As per the title, im asked to Prove that $p \implies (q \lor (\neg r \implies p)) \equiv q \lor r$.
However, im stuck on this logical equivalence question, my working so far is as follows;
$$p \implies (q \lor (\neg r \implies p)) \equiv \neg p \lor (q \lor r\lor p)$$
$$\equiv (\neg p \lor p) \lor (q \lor r)$$
Would this not be just a tautology?, whereas $q \lor r$ is not?
$p \implies (q \lor (\neg r \implies p)) \equiv q \lor r$
im stuck on this logical equivalence question
Neither $$P → \bigg((Q ∨ (¬R → P)) ↔ Q ∨ R\bigg)\tag1$$ nor $$\bigg(P → (Q ∨ (¬R→P))\bigg) ↔ Q∨R.\tag2$$ is actually logically valid.

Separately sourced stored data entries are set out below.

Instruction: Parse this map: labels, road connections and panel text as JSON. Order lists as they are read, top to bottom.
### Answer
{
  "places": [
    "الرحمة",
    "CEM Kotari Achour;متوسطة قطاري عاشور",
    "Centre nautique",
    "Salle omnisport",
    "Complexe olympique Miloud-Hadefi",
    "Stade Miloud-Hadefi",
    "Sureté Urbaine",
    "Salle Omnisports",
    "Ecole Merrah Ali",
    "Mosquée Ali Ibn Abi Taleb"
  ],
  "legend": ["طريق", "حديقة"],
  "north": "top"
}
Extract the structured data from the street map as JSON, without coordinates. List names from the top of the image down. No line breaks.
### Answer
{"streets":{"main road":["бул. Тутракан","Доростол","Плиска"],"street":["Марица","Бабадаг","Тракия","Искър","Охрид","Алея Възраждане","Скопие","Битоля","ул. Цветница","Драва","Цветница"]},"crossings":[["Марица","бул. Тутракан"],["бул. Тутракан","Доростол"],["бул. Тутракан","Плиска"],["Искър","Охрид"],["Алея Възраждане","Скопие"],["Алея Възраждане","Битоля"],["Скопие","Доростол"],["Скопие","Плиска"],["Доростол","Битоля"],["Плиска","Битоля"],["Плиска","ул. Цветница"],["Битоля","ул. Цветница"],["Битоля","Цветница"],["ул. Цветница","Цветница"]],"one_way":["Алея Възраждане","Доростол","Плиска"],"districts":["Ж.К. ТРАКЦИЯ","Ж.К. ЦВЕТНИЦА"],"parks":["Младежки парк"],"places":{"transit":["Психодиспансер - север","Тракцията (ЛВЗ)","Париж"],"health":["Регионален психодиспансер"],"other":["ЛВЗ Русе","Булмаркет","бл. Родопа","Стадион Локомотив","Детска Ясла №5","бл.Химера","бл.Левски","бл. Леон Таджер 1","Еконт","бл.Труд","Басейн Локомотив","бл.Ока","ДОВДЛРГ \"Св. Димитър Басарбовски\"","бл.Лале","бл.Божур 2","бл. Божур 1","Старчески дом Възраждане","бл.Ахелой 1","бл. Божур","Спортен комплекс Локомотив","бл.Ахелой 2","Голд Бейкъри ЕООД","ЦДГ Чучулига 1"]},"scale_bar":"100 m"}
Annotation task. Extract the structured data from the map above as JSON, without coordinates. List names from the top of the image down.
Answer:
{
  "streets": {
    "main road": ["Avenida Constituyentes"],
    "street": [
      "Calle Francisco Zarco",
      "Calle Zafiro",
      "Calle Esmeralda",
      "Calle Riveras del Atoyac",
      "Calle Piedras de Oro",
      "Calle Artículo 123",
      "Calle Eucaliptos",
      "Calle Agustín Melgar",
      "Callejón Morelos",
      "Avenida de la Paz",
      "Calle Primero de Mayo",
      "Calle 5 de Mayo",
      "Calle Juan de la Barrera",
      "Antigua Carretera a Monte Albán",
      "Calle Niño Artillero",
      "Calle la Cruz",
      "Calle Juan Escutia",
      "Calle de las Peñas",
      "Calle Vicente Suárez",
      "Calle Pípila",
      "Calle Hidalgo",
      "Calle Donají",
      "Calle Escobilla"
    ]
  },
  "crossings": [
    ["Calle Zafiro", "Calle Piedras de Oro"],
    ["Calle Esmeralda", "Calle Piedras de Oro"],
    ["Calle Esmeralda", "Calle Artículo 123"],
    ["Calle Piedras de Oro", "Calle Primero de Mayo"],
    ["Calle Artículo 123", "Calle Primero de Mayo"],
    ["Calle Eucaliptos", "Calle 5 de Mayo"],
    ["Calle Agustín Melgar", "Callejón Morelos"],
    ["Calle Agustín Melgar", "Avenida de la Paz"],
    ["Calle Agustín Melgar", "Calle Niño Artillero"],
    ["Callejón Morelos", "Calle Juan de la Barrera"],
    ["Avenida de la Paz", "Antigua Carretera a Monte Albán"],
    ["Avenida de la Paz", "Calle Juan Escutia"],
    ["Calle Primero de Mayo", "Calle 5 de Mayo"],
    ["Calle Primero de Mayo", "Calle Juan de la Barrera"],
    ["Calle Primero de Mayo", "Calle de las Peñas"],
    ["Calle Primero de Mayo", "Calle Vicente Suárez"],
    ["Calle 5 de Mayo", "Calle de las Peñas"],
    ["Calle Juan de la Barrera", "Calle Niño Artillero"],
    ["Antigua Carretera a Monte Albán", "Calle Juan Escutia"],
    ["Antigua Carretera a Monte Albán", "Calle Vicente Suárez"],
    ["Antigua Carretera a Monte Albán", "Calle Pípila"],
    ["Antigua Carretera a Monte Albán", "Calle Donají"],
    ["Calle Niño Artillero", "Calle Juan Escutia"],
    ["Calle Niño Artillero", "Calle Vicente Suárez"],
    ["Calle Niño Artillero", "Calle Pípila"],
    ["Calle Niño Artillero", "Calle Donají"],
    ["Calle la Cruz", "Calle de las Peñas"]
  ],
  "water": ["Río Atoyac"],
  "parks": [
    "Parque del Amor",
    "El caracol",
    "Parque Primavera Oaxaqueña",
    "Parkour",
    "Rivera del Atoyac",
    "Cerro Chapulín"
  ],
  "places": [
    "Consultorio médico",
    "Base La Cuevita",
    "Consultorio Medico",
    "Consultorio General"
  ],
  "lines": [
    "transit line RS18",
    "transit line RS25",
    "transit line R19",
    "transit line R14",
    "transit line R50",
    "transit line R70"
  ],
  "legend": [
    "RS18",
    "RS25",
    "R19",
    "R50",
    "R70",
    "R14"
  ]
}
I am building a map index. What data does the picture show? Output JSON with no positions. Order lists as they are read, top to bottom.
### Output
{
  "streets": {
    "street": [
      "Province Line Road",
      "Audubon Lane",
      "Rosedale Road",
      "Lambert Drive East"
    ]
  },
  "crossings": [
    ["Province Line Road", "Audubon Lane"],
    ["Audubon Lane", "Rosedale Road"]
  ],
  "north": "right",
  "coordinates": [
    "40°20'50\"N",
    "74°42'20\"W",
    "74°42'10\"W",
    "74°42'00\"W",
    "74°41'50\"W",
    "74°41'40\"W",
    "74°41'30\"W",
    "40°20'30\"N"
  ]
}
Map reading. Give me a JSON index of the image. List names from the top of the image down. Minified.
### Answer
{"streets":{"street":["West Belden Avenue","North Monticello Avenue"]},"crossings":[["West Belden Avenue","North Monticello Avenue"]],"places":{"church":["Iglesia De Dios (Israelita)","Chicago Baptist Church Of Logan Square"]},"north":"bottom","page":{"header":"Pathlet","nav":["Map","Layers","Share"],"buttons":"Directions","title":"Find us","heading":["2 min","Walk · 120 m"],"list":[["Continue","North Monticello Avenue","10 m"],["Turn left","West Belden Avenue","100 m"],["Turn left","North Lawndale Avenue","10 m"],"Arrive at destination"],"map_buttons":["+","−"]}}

P.S. I'm suggesting sentence $(1)$ in case the author is treating $→/\Rightarrow$ and $↔/≡$ as being collectively right-associative.
\begin{align} p \implies (q \lor (\neg r \implies p)) &\equiv \neg p \lor (q \lor r\lor p) \hspace{0.4cm} \text{Using }(p\implies q)\iff (\neg p\lor q)\\ &\equiv (\neg p \lor p) \lor (q\lor r) \hspace{0.4cm} \text{Associativity and commutativity of }\lor\\ \end{align}
$(\neg p\lor p)$ is a tautology, if $p$ is true, its negation is wrong, and so the ($\neg p\lor p$) is always true. Meaning that the formula is a tautology.
Thanks to @insipidintegrator for the remark.